A data criada pelo Ministério da Saúde em parceria com a Organização Mundial da Saúde (OMS), visando alertar a população sobre a incidência da doença

Gabriel Pires

Comemorado neste domingo (26), o Dia Nacional do Diabetes é uma data criada pelo Ministério da Saúde, em parceria com a Organização Mundial da Saúde (OMS), que visa alertar a população sobre a incidência da doença. O endocrinologista Rubens Tofolo, de Belém, pontua que o diabetes é a maior causa de amputação não traumática, hemodiálise e cegueira. Mas é possível viver com um tratamento adequado e acompanhamento médico.

A disfunção, que se caracteriza como crônica, é marcada pela incapacidade do corpo de produzir insulina ou não empregar adequadamente a insulina que é produzida. Dentre as informações necessárias sobre a doença, Rubens Tofolo, que também é consultor técnico da Associação dos Pacientes Portadores de Diabetes de Belém (Adepa), apontou sobre os sinais do quadro, como se desenvolve, além do processo de tratamento para melhoria da saúde e maior qualidade de vida.

“Diabetes é a segunda doença mais estudada no mundo. Só perde para câncer. Hoje o paciente só morre de complicações se realmente não seguir as recomendações do seu endocrinologista”, alertou.

Os sintomas são caracterizados pelo aumento da vontade de urinar, maior vontade para ingestão de água, além de aumento do apetite e, em alguns casos, perda de peso.

“Essa data é muito importante para que as pessoas ppte aqueles acima de 40 anos ou que tenham os sintomas anteriormente citados procure um atendimento médico”, detalhou.

Tipos de diabetes

A Sociedade Brasileira de Diabetes afirmou que, em 2019, mais de 13 milhões de pessoas viviam com a doença. Conforme explicou Rubens Tofolo, o diabetes tipo 2 (DM2) representa 90% dos casos, ocorrendo em geral após 40 anos de idade, momento onde o corpo desenvolve uma resistência à ação da insulina devido ao excesso de gordura visceral.

O outro tipo, que ocorre em menor frequência, somente em 10% dos quadros apresentados está o diabetes tipo 1 (DM 1). Geralmente apresenta indícios na infância ou adolescência, sendo causada quando o pâncreas deixa de produzir insulina de forma adequada, devido a destruição das células beta pancreáticas.

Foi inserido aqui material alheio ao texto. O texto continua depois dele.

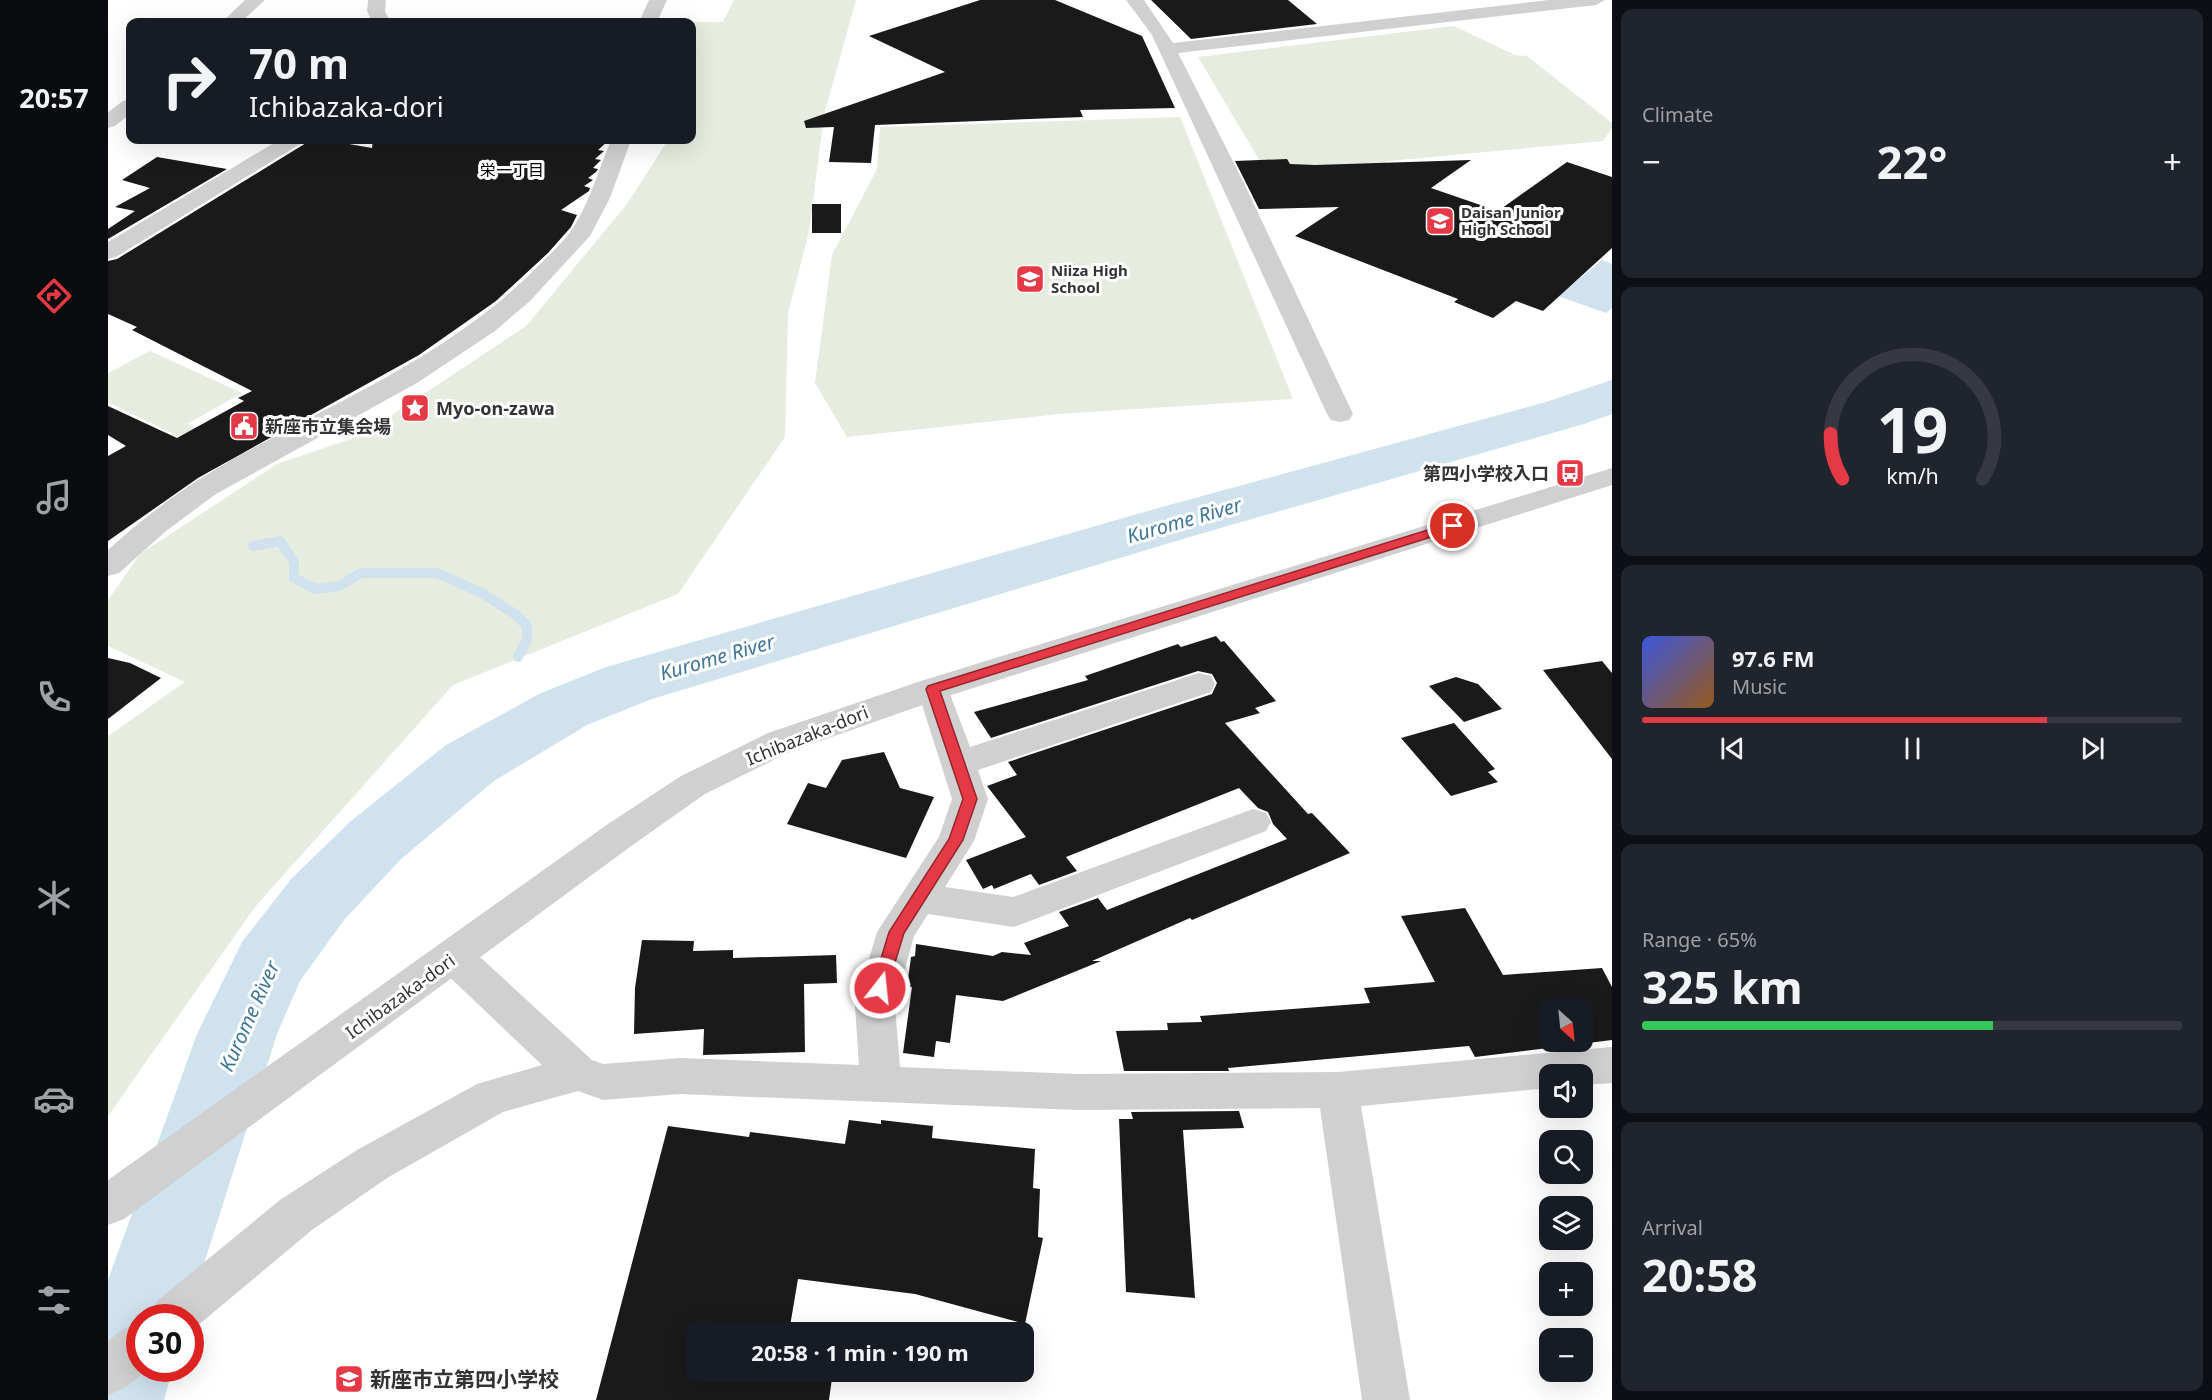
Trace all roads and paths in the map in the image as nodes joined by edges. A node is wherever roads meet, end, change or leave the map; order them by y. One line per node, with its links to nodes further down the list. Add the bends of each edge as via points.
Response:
1 (256, 0): 6 (street)
2 (377, 0): 7 (street)
3 (658, 0): 8 (street)
4 (1135, 0): 9 (street, via 1161,34)
5 (1591, 0): 9 (street)
6 (236, 18)
7 (379, 18)
8 (650, 18)
9 (1166, 49): 15 (street)
10 (126, 108): 11 (street)
11 (108, 122)
12 (286, 144): 14 (street)
13 (619, 144): 17 (street, via 581,232 509,308 376,397 198,492 160,518)
14 (108, 252)
15 (1340, 414)
16 (1612, 476): 19 (street, Ichibazaka-dori)
17 (108, 566)
18 (1199, 684): 20 (street)
19 (933, 689): 20 (street); 23 (street, Ichibazaka-dori, via 780,742 693,785)
20 (958, 764): 22 (street, via 970,799 956,840)
21 (1253, 822): 22 (street, via 1014,912)
22 (919, 898): 26 (street, via 897,932 875,1006)
23 (454, 957): 25 (street); 28 (street, Ichibazaka-dori)
24 (1612, 1065): 27 (street)
25 (579, 1073): 26 (street, via 603,1082 680,1076); 29 (street, via 492,1097 372,1164 296,1215)
26 (881, 1084): 27 (street, via 1077,1092)
27 (1338, 1090): 32 (street)
28 (108, 1205)
29 (189, 1304)
30 (126, 1356): 31 (street)
31 (108, 1371)
32 (1386, 1400)

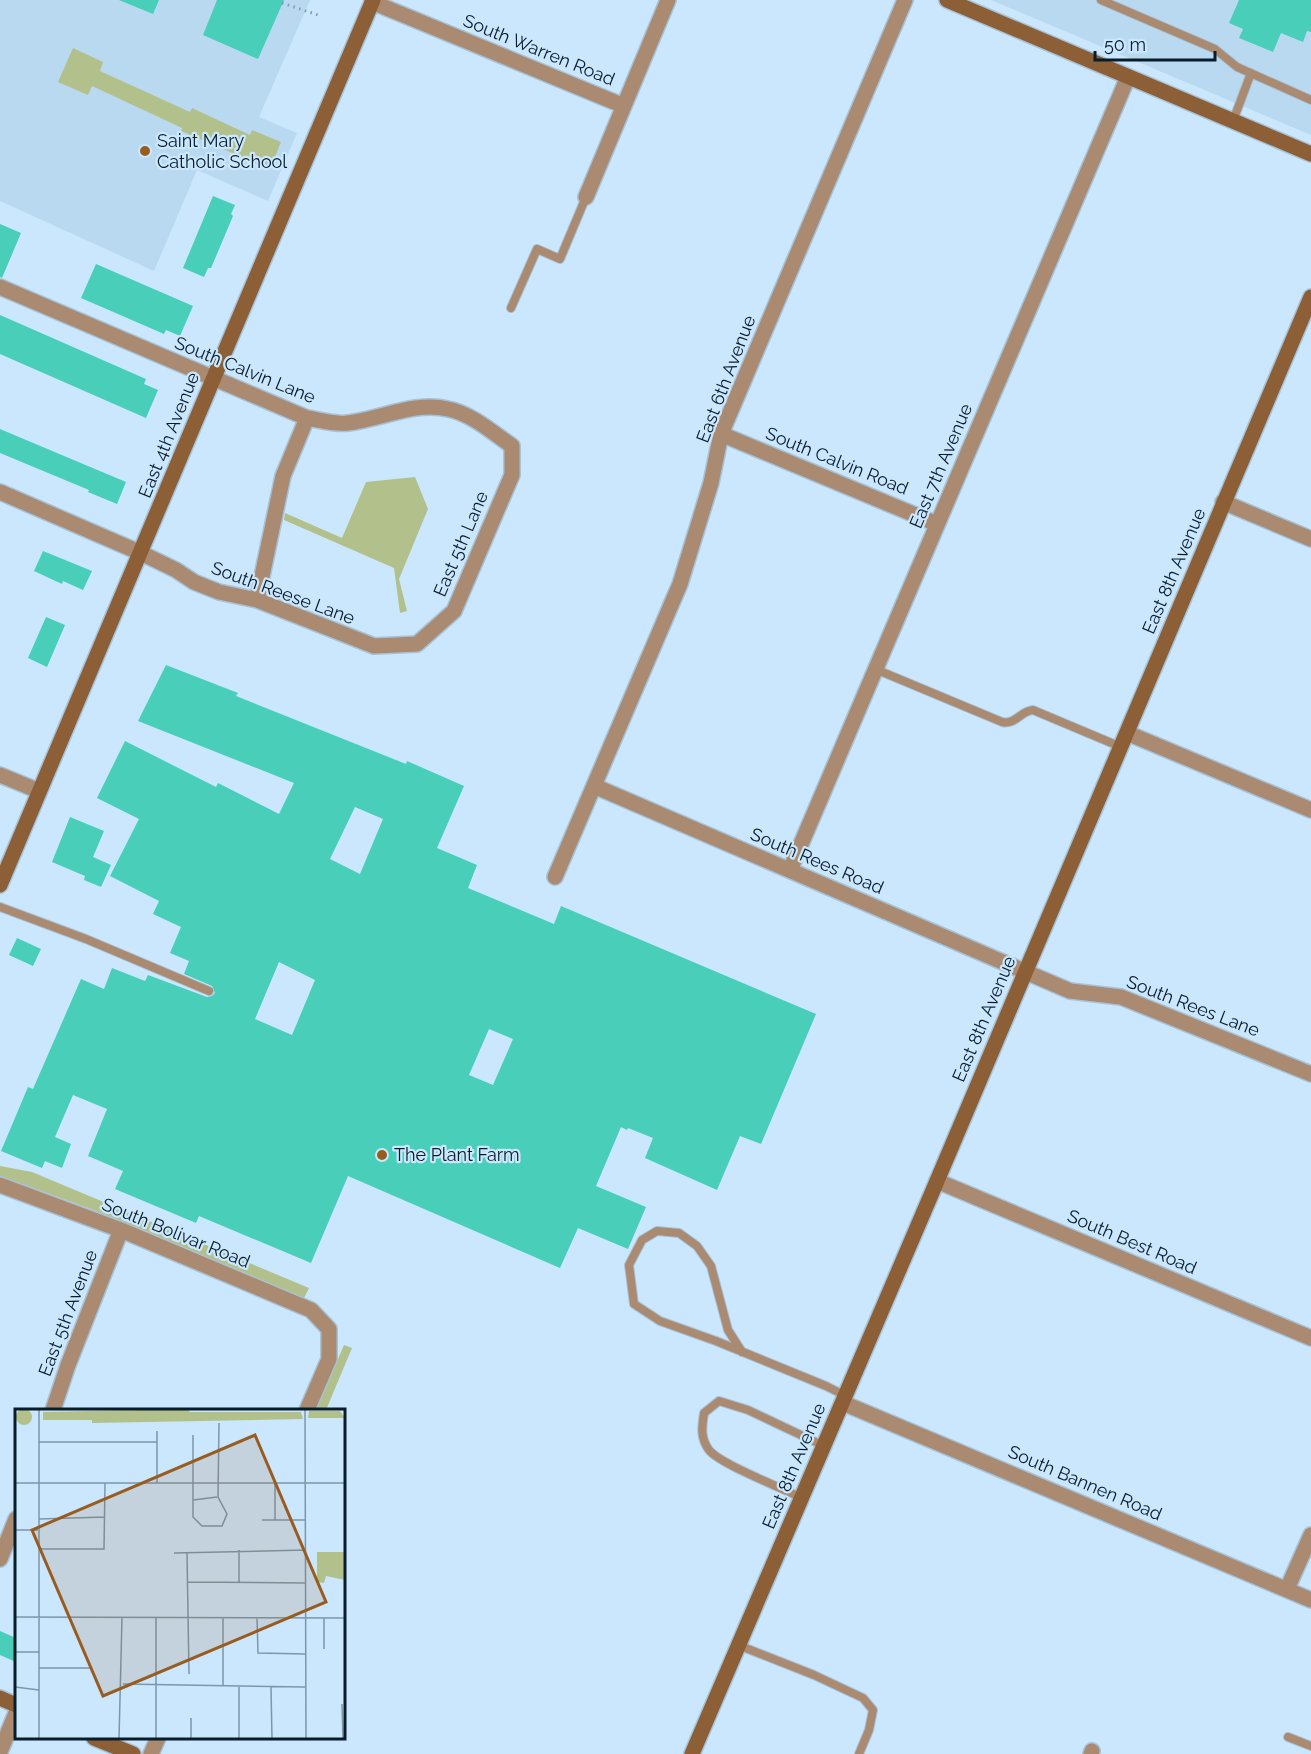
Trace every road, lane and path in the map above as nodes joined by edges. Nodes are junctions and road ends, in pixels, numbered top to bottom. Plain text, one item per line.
1 (668, 0) edge
2 (905, 0) edge
3 (947, 0) edge
4 (1101, 0) edge
5 (373, 1) edge
6 (282, 3) dead end
7 (967, 4) edge
8 (321, 16) dead end
9 (1251, 73) junction
10 (1128, 77) junction
11 (1311, 100) edge
12 (624, 106) junction
13 (1233, 121) junction
14 (1311, 154) edge
15 (586, 197) joint
16 (0, 287) edge
17 (1311, 297) edge
18 (511, 308) dead end
19 (213, 378) junction
20 (307, 418) junction
21 (721, 434) junction
22 (512, 446) joint
23 (0, 492) edge
24 (1223, 502) junction
25 (937, 524) junction
26 (1311, 539) edge
27 (141, 553) junction
28 (257, 600) junction
29 (417, 644) joint
30 (875, 669) junction
31 (1124, 740) junction
32 (0, 775) edge
33 (594, 786) junction
34 (39, 791) junction
35 (1311, 810) edge
36 (790, 870) junction
37 (555, 877) dead end
38 (0, 885) edge
39 (0, 907) edge
40 (1026, 971) junction
41 (209, 991) dead end
42 (1311, 1074) edge
43 (937, 1181) junction
44 (0, 1185) edge
45 (121, 1230) junction
46 (1311, 1338) edge
47 (742, 1352) junction
48 (844, 1399) junction
49 (53, 1409) edge
50 (307, 1409) edge
51 (824, 1446) junction
52 (802, 1498) junction
53 (15, 1522) edge
54 (1311, 1535) edge
55 (0, 1559) edge
56 (1287, 1589) junction
57 (1311, 1600) edge
58 (738, 1645) junction
59 (0, 1698) edge
60 (15, 1705) edge
61 (15, 1715) edge
62 (1288, 1737) dead end
63 (99, 1739) edge
64 (157, 1739) edge
65 (1311, 1746) edge
66 (0, 1752) edge
67 (133, 1754) edge
68 (151, 1754) edge
69 (692, 1754) edge
70 (859, 1754) edge

1 - 12 street
2 - 21 street, East 6th Avenue
3 - 7 street
4 - 9 lane
5 - 12 street, South Warren Road
5 - 19 street, East 4th Avenue
6 - 8 path
7 - 10 street
9 - 11 lane
9 - 13 lane
10 - 13 street
10 - 25 street, East 7th Avenue
12 - 15 street
13 - 14 street
15 - 18 lane
16 - 19 street, South Calvin Lane
17 - 24 street, East 8th Avenue
19 - 20 street, South Calvin Lane
19 - 27 street, East 4th Avenue
20 - 22 street, South Calvin Lane
20 - 28 street
21 - 25 street, South Calvin Road
21 - 33 street, East 6th Avenue
22 - 29 street, East 5th Lane
23 - 27 street, South Reese Lane
24 - 26 street
24 - 31 street, East 8th Avenue
25 - 30 street, East 7th Avenue
27 - 28 street, South Reese Lane
27 - 34 street, East 4th Avenue
28 - 29 street, South Reese Lane
30 - 31 lane
30 - 36 street, East 7th Avenue
31 - 35 street
31 - 40 street, East 8th Avenue
32 - 34 street
33 - 36 street, South Rees Road
33 - 37 street, East 6th Avenue
34 - 38 street, East 4th Avenue
36 - 40 street, South Rees Road
39 - 41 lane
40 - 42 street, South Rees Lane
40 - 43 street, East 8th Avenue
43 - 46 street, South Best Road
43 - 48 street, East 8th Avenue
44 - 45 street, South Bolivar Road
45 - 49 street, East 5th Avenue
45 - 50 street, South Bolivar Road
47 - 47 lane
47 - 48 lane
48 - 51 street, East 8th Avenue
48 - 56 street, South Bannen Road
51 - 52 street, East 8th Avenue
51 - 52 lane
52 - 58 street, East 8th Avenue
53 - 55 street
54 - 56 street
56 - 57 street, South Bannen Road
58 - 69 street, East 8th Avenue
58 - 70 lane
59 - 60 street
61 - 66 street
62 - 65 lane
63 - 67 street
64 - 68 street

Além dos tipos já conhecidos, o endocrinologista informou sobre outras manifestações do problema. “Temos também diabetes gestacional e o diabetes relacionado a doenças do pâncreas como pancreatite, câncer, calculose pancreática etc”, afirmou.

Tratamento

Existem diferentes formas para tratar a diabetes. No caso relacionado ao tipo 1, o endocrinologista Rubens Tofolo explica que é feito o uso de insulina, uma vez que a produção é insuficiente nesses pacientes. Para a diabetes tipo 2, existem diversos métodos para equilibrar a doença, dentre eles, medicamentos que atuam no pâncreas, fígado, cérebro, intestino, gordura, músculos e rins.

“Em geral, usamos medicação oral. Temos também uma classe de drogas que aumentam a excreção de glicose pela urinária que ajudam também na melhora da função renal e mortalidade cardiovascular. Também podemos usar bomba de infusão de insulina, conectada no tecido subcutâneo do paciente, que, inclusive, simula um pâncreas artificial”, constatou.

Diabéticos convivem com a doença de forma saudável

Para Naida Silva, 54, que convive com o diabetes há 20 anos, a descoberta da doença readequou os seus hábitos. Em certo momento, por conta da dieta rígida, ela relatou que chegou a ter um quadro de baixa concentração de glicose no sangue. “Eu evito comer muito doce, quando posso eu caminho, não como fritura. A diabete não mata, você tendo todo cuidado com alimentação e exercício físico”, explicou.  

Deusa Ramos, 63 anos, diagnosticada com diabetes tipo 2, afirmou que, ao saber da doença, não tomou os cuidados necessários, devido à carência de atendimento de saúde no local em que vivia. Segundo ela, o tratamento iniciou após o quadro se agravar e atualmente o quadro está equilibrado. 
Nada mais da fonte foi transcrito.